[Start of Attachment]

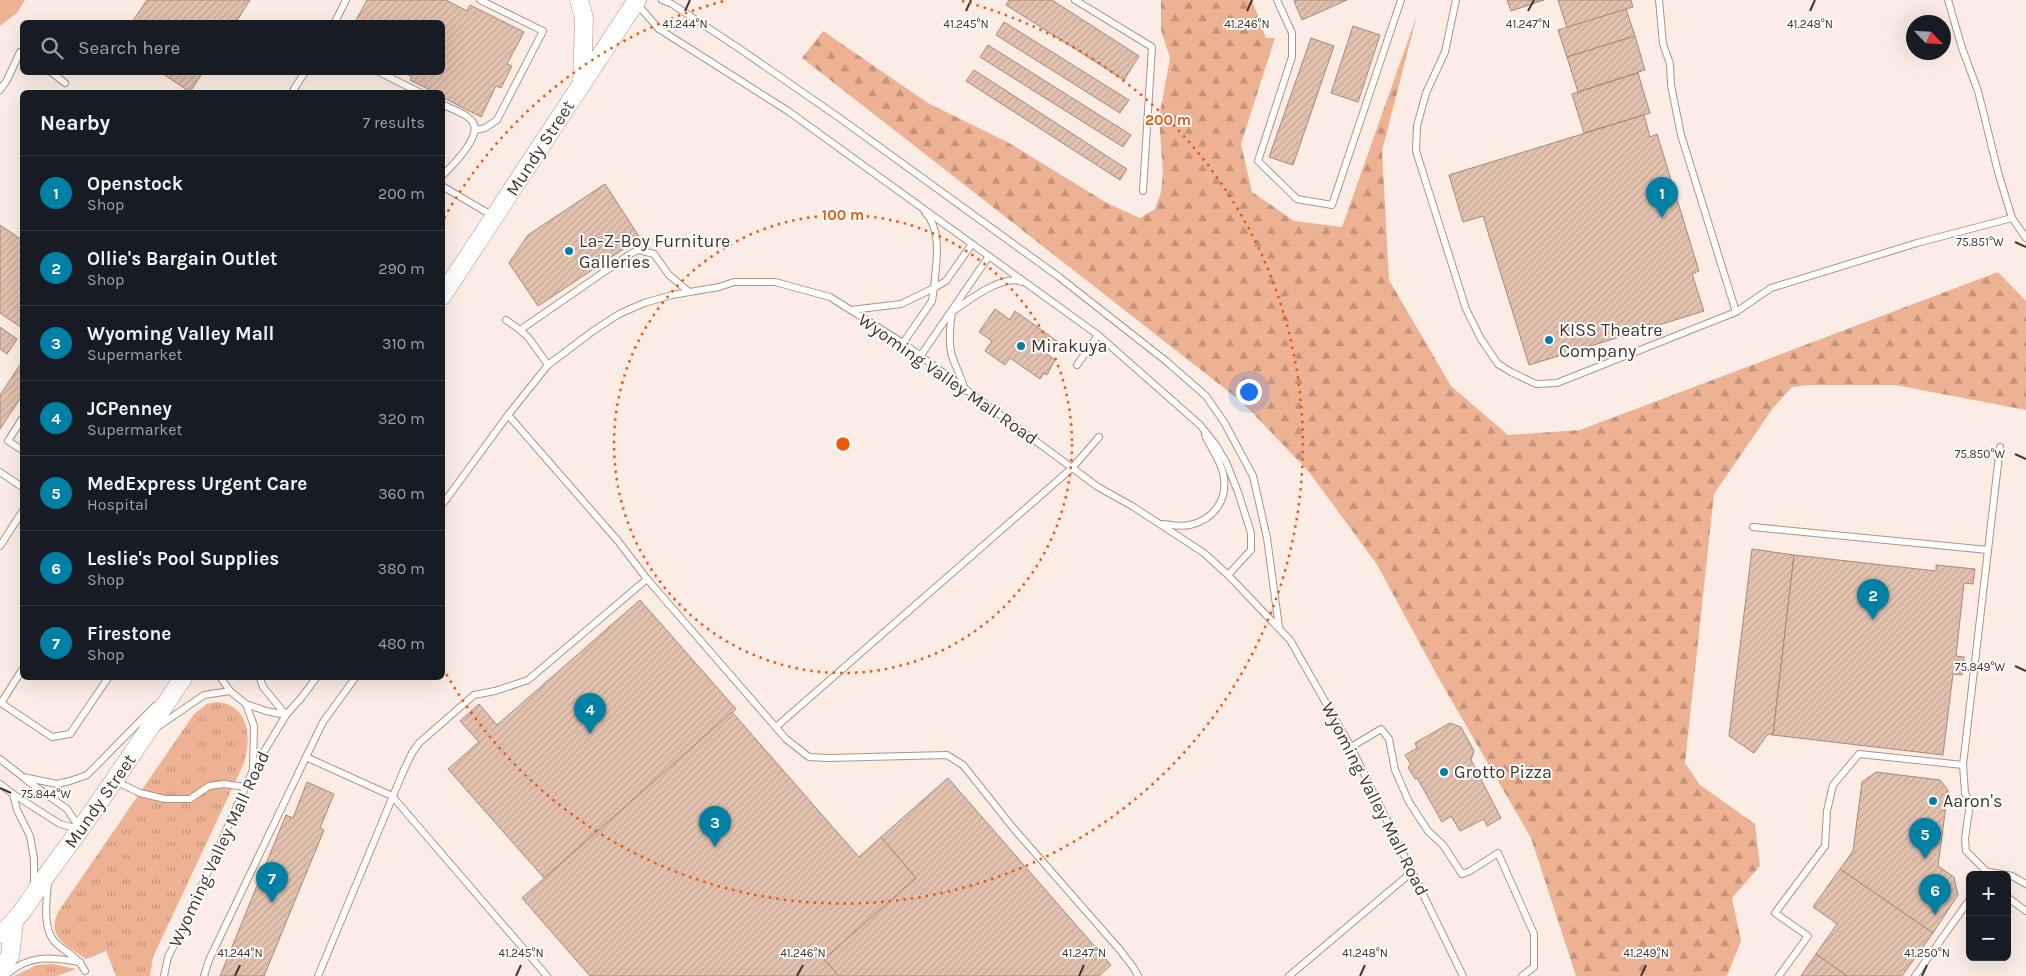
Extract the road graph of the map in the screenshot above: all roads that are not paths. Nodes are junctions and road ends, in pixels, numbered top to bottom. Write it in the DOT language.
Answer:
graph roads {
  1 [pos="346,0"];
  2 [pos="480,0"];
  3 [pos="579,0"];
  4 [pos="638,0"];
  5 [pos="662,0"];
  6 [pos="1075,0"];
  7 [pos="1277,0"];
  8 [pos="1401,0"];
  9 [pos="1456,0"];
  10 [pos="1660,0"];
  11 [pos="1948,0"];
  12 [pos="335,20"];
  13 [pos="20,52"];
  14 [pos="54,75"];
  15 [pos="303,75"];
  16 [pos="385,75"];
  17 [pos="65,82"];
  18 [pos="582,84"];
  19 [pos="294,89"];
  20 [pos="0,90"];
  21 [pos="415,90"];
  22 [pos="445,106"];
  23 [pos="475,130"];
  24 [pos="445,173"];
  25 [pos="445,188"];
  26 [pos="1143,191"];
  27 [pos="918,204"];
  28 [pos="494,217"];
  29 [pos="2012,218"];
  30 [pos="2026,238"];
  31 [pos="972,244"];
  32 [pos="988,256"];
  33 [pos="934,288"];
  34 [pos="1036,290"];
  35 [pos="445,291"];
  36 [pos="688,291"];
  37 [pos="851,310"];
  38 [pos="952,312"];
  39 [pos="1736,312"];
  40 [pos="506,320"];
  41 [pos="520,330"];
  42 [pos="1098,335"];
  43 [pos="904,343"];
  44 [pos="921,355"];
  45 [pos="548,365"];
  46 [pos="1077,365"];
  47 [pos="965,391"];
  48 [pos="508,415"];
  49 [pos="20,422"];
  50 [pos="1200,425"];
  51 [pos="1099,438"];
  52 [pos="2000,447"];
  53 [pos="20,449"];
  54 [pos="1072,468"];
  55 [pos="0,472"];
  56 [pos="20,486"];
  57 [pos="445,500"];
  58 [pos="20,515"];
  59 [pos="1160,523"];
  60 [pos="1753,527"];
  61 [pos="0,546"];
  62 [pos="1988,550"];
  63 [pos="1228,575"];
  64 [pos="647,579"];
  65 [pos="1279,627"];
  66 [pos="20,673"];
  67 [pos="107,680"];
  68 [pos="181,680"];
  69 [pos="182,680"];
  70 [pos="222,680"];
  71 [pos="261,680"];
  72 [pos="315,680"];
  73 [pos="354,680"];
  74 [pos="230,691"];
  75 [pos="246,704"];
  76 [pos="286,714"];
  77 [pos="776,728"];
  78 [pos="145,735"];
  79 [pos="1351,747"];
  80 [pos="306,757"];
  81 [pos="0,759"];
  82 [pos="1963,765"];
  83 [pos="253,770"];
  84 [pos="23,777"];
  85 [pos="114,781"];
  86 [pos="0,784"];
  87 [pos="245,788"];
  88 [pos="13,794"];
  89 [pos="392,796"];
  90 [pos="81,830"];
  91 [pos="1985,871"];
  92 [pos="1412,872"];
  93 [pos="48,873"];
  94 [pos="2011,876"];
  95 [pos="2026,884"];
  96 [pos="33,896"];
  97 [pos="2011,900"];
  98 [pos="1966,905"];
  99 [pos="2026,910"];
  100 [pos="7,924"];
  101 [pos="0,934"];
  102 [pos="81,962"];
  103 [pos="0,970"];
  104 [pos="85,971"];
  105 [pos="4,976"];
  106 [pos="164,976"];
  107 [pos="204,976"];
  108 [pos="319,976"];
  109 [pos="547,976"];
  110 [pos="1138,976"];
  111 [pos="1288,976"];
  112 [pos="1463,976"];
  113 [pos="1522,976"];
  114 [pos="1779,976"];
  115 [pos="1915,976"];
  1 -- 12 [label="lane"];
  2 -- 23 [label="lane"];
  3 -- 18 [label="main road"];
  4 -- 18 [label="main road, Mundy Street"];
  4 -- 27 [label="lane"];
  5 -- 65 [label="lane, Wyoming Valley Mall Road"];
  6 -- 26 [label="lane"];
  7 -- 8 [label="lane"];
  9 -- 39 [label="lane"];
  10 -- 39 [label="lane"];
  11 -- 29 [label="lane"];
  13 -- 20 [label="lane"];
  14 -- 17 [label="lane"];
  15 -- 19 [label="lane"];
  16 -- 21 [label="lane"];
  18 -- 28 [label="main road, Mundy Street"];
  22 -- 23 [label="lane"];
  23 -- 24 [label="lane"];
  25 -- 28 [label="lane"];
  27 -- 31 [label="lane"];
  27 -- 33 [label="lane"];
  28 -- 35 [label="main road, Mundy Street"];
  29 -- 30 [label="lane"];
  29 -- 39 [label="lane"];
  31 -- 32 [label="lane"];
  31 -- 33 [label="lane"];
  32 -- 34 [label="lane"];
  32 -- 38 [label="lane"];
  33 -- 37 [label="lane"];
  33 -- 43 [label="lane"];
  34 -- 38 [label="lane"];
  34 -- 42 [label="lane"];
  36 -- 37 [label="lane, Wyoming Valley Mall Road"];
  36 -- 41 [label="lane"];
  36 -- 45 [label="lane, Wyoming Valley Mall Road"];
  37 -- 43 [label="lane, Wyoming Valley Mall Road"];
  38 -- 44 [label="lane"];
  38 -- 47 [label="lane"];
  40 -- 41 [label="lane"];
  41 -- 45 [label="lane"];
  42 -- 46 [label="lane"];
  42 -- 50 [label="lane"];
  43 -- 44 [label="lane, Wyoming Valley Mall Road"];
  44 -- 47 [label="lane, Wyoming Valley Mall Road"];
  45 -- 48 [label="lane, Wyoming Valley Mall Road"];
  47 -- 54 [label="lane, Wyoming Valley Mall Road"];
  48 -- 57 [label="lane, Wyoming Valley Mall Road"];
  48 -- 64 [label="lane"];
  49 -- 53 [label="lane"];
  50 -- 59 [label="lane"];
  50 -- 63 [label="lane"];
  51 -- 54 [label="lane"];
  52 -- 62 [label="lane"];
  54 -- 59 [label="lane, Wyoming Valley Mall Road"];
  54 -- 77 [label="lane"];
  55 -- 56 [label="lane"];
  58 -- 61 [label="lane"];
  59 -- 63 [label="lane, Wyoming Valley Mall Road"];
  60 -- 62 [label="lane"];
  62 -- 82 [label="lane"];
  63 -- 65 [label="lane, Wyoming Valley Mall Road"];
  64 -- 77 [label="lane"];
  64 -- 89 [label="lane"];
  65 -- 79 [label="lane, Wyoming Valley Mall Road"];
  66 -- 67 [label="lane"];
  68 -- 84 [label="lane"];
  69 -- 78 [label="main road, Mundy Street"];
  70 -- 74 [label="lane"];
  71 -- 76 [label="lane"];
  72 -- 76 [label="lane, Wyoming Valley Mall Road"];
  73 -- 80 [label="lane"];
  74 -- 75 [label="lane"];
  74 -- 78 [label="lane"];
  75 -- 76 [label="lane"];
  75 -- 83 [label="lane"];
  76 -- 83 [label="lane, Wyoming Valley Mall Road"];
  77 -- 110 [label="lane"];
  78 -- 85 [label="main road, Mundy Street"];
  79 -- 92 [label="lane, Wyoming Valley Mall Road"];
  79 -- 113 [label="lane"];
  80 -- 89 [label="lane"];
  80 -- 107 [label="lane"];
  81 -- 84 [label="lane"];
  82 -- 91 [label="lane"];
  82 -- 114 [label="lane"];
  83 -- 87 [label="lane, Wyoming Valley Mall Road"];
  84 -- 90 [label="lane"];
  85 -- 87 [label="lane"];
  85 -- 90 [label="main road, Mundy Street"];
  86 -- 88 [label="lane"];
  87 -- 106 [label="lane, Wyoming Valley Mall Road"];
  88 -- 90 [label="lane"];
  88 -- 96 [label="lane"];
  89 -- 108 [label="lane"];
  89 -- 109 [label="lane"];
  90 -- 93 [label="main road, Mundy Street"];
  92 -- 111 [label="lane"];
  92 -- 112 [label="lane, Wyoming Valley Mall Road"];
  93 -- 96 [label="main road, Mundy Street"];
  93 -- 102 [label="lane"];
  94 -- 95 [label="lane"];
  96 -- 100 [label="main road, Mundy Street"];
  97 -- 99 [label="lane"];
  98 -- 115 [label="lane"];
  100 -- 101 [label="main road, Mundy Street"];
  100 -- 103 [label="main road, Mundy Street"];
  102 -- 104 [label="lane"];
  102 -- 105 [label="lane"];
}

[End of Attachment]

◆ **Problem to work on**:
Copy out all lines of the listing above that include "roads".

◆ **Output below**:
Extract the road graph of the map in the screenshot above: all roads that are not paths. Nodes are junctions and road ends, in pixels, numbered top to bottom. Write it in the DOT language.
graph roads {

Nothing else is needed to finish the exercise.